Thursday, May 12, 2016 8:53 AM EDT
The Japanese Yen showed a tepid reaction when the country released March’s trade balance figures. Heading into the data announcement, the Yen was recovering against its US counterpart in a risk-off environment, following Wall Street lower. Shortly after the data crossed the wires, the USD/JPY resumed falling, reaching its lowest level since Thursday’s trading session began.
The country’s trade balance rose to ¥927.2 billion in March, higher than the ¥906.0b estimates and the¥425.2b reading in February. The surplus was the highest since October 2010. The trade figures combine net exports minus imports which means Japan is selling more goods abroad than it is consuming. This is good news for a country that relies more on exporting.
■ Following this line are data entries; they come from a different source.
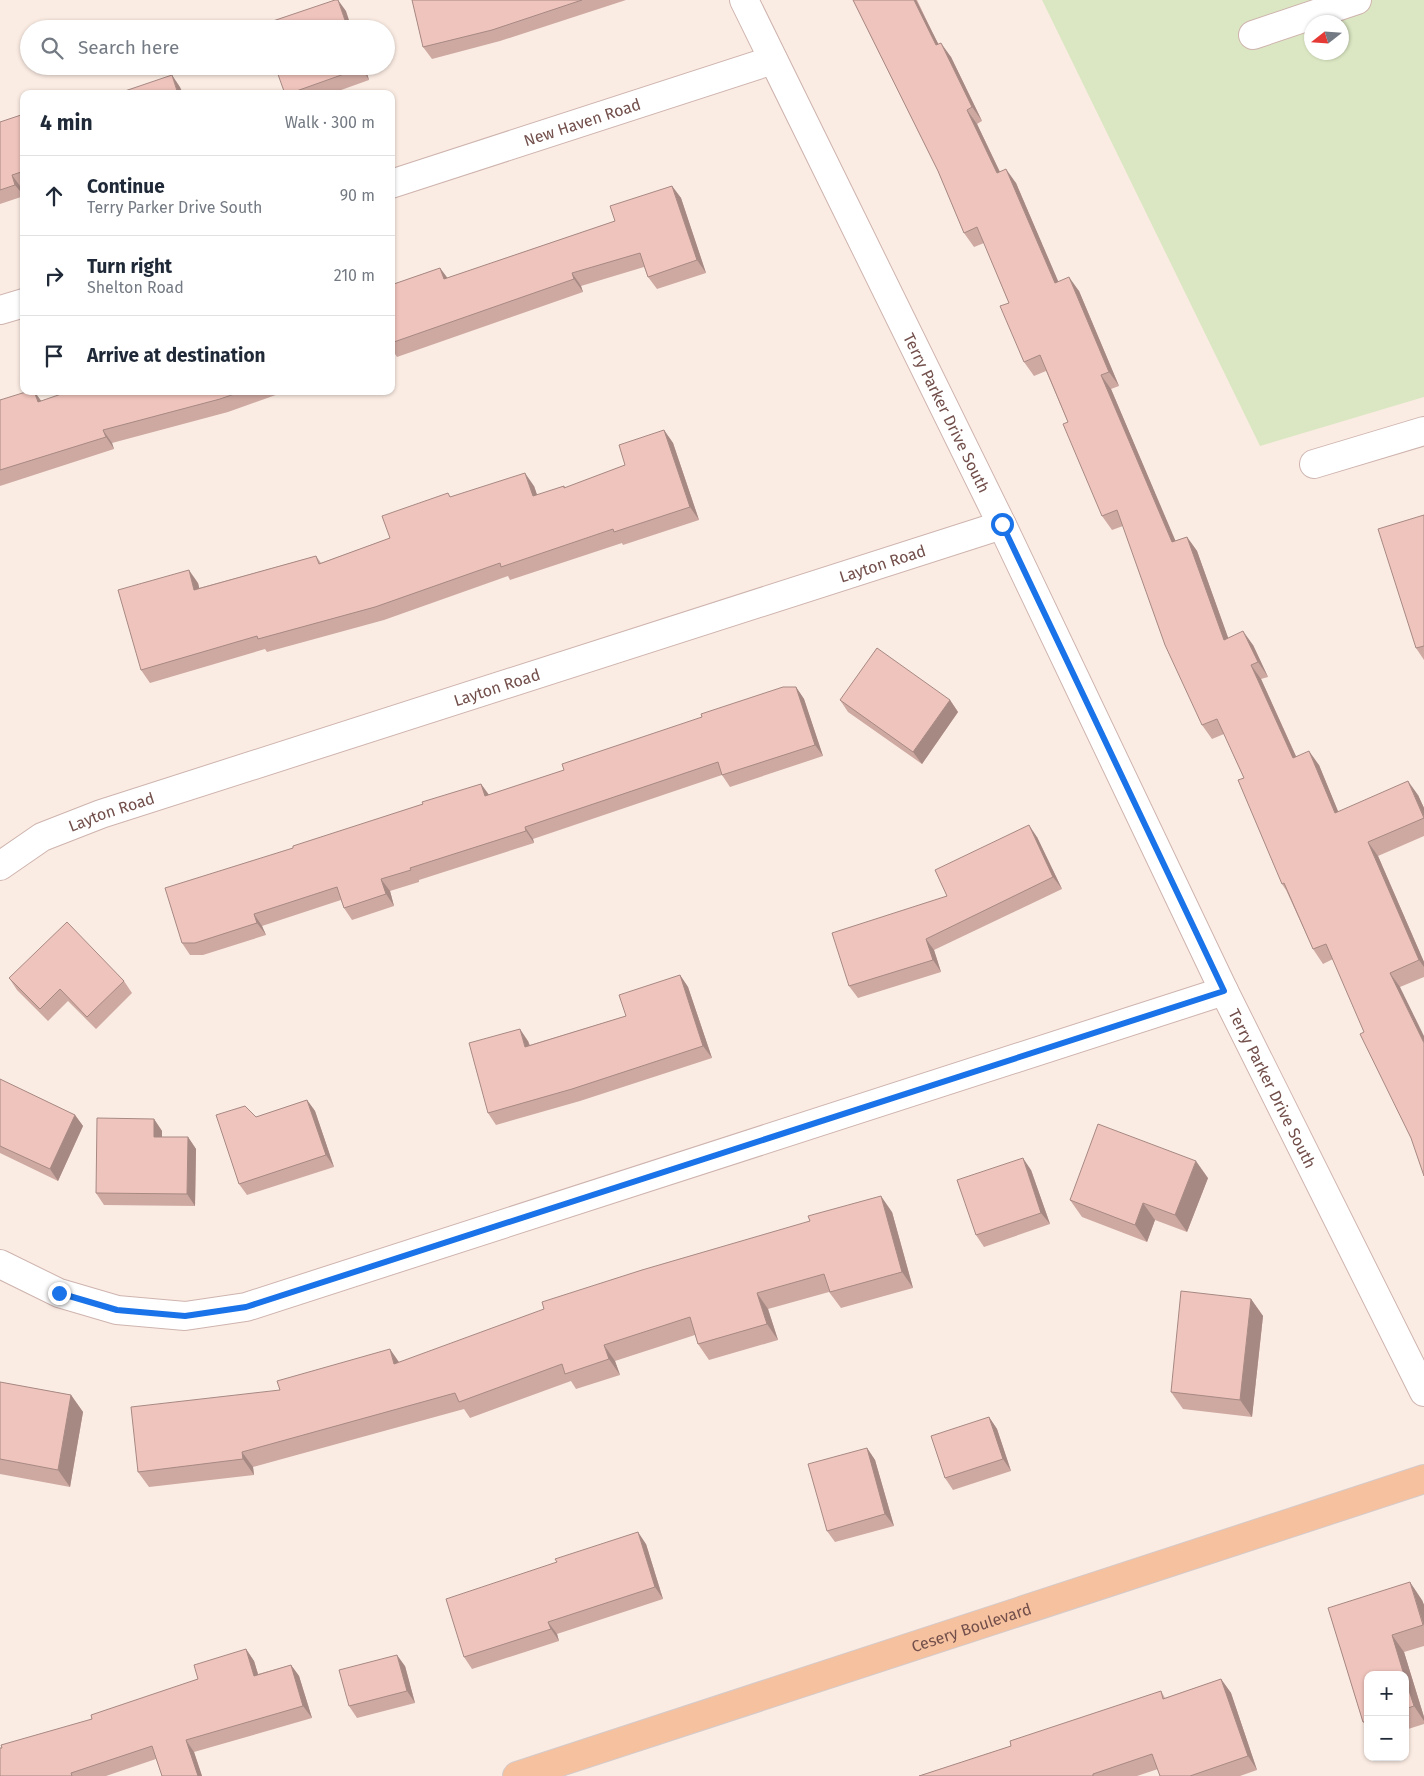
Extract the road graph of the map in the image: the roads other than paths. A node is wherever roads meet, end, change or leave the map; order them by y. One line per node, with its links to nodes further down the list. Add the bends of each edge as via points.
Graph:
1 (744, 0): 4 (street, Terry Parker Drive South)
2 (1357, 0): 3 (street)
3 (1252, 35)
4 (773, 60): 5 (street, New Haven Road); 10 (street, Terry Parker Drive South)
5 (395, 183)
6 (20, 304): 7 (street)
7 (0, 310)
8 (1424, 432): 9 (street)
9 (1314, 464)
10 (1002, 524): 11 (street, Layton Road, via 101,814 42,837); 12 (street, Terry Parker Drive South)
11 (0, 866)
12 (1224, 991): 13 (street, via 246,1307 185,1316 117,1310 59,1293); 14 (street, Terry Parker Drive South)
13 (0, 1264)
14 (1424, 1392)
15 (1424, 1479): 16 (main road, Cesery Boulevard)
16 (518, 1776)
Perhaps a lackluster response from the Japanese Yen can be attributed to the data’s limited implications for the Bank of Japan. The central bank’s main concern is the threat of deflation. In its most recent interest rate decision, the BOJ gave no imminent signals for rate cuts or an expansion to its monthly bond purchases, disappointing the markets.
After pausing to digest the information, the anti-risk Yen appeared to resume prior trading dynamics, pushing upward as the Nikkei 225 stock index and S&P 500 futures declined. However, the DailyFX Speculative Sentiment Index (SSI) is showing a reading of 1.85 following the announcement, implying that the broader USD/JPY bias continues to favor weakness.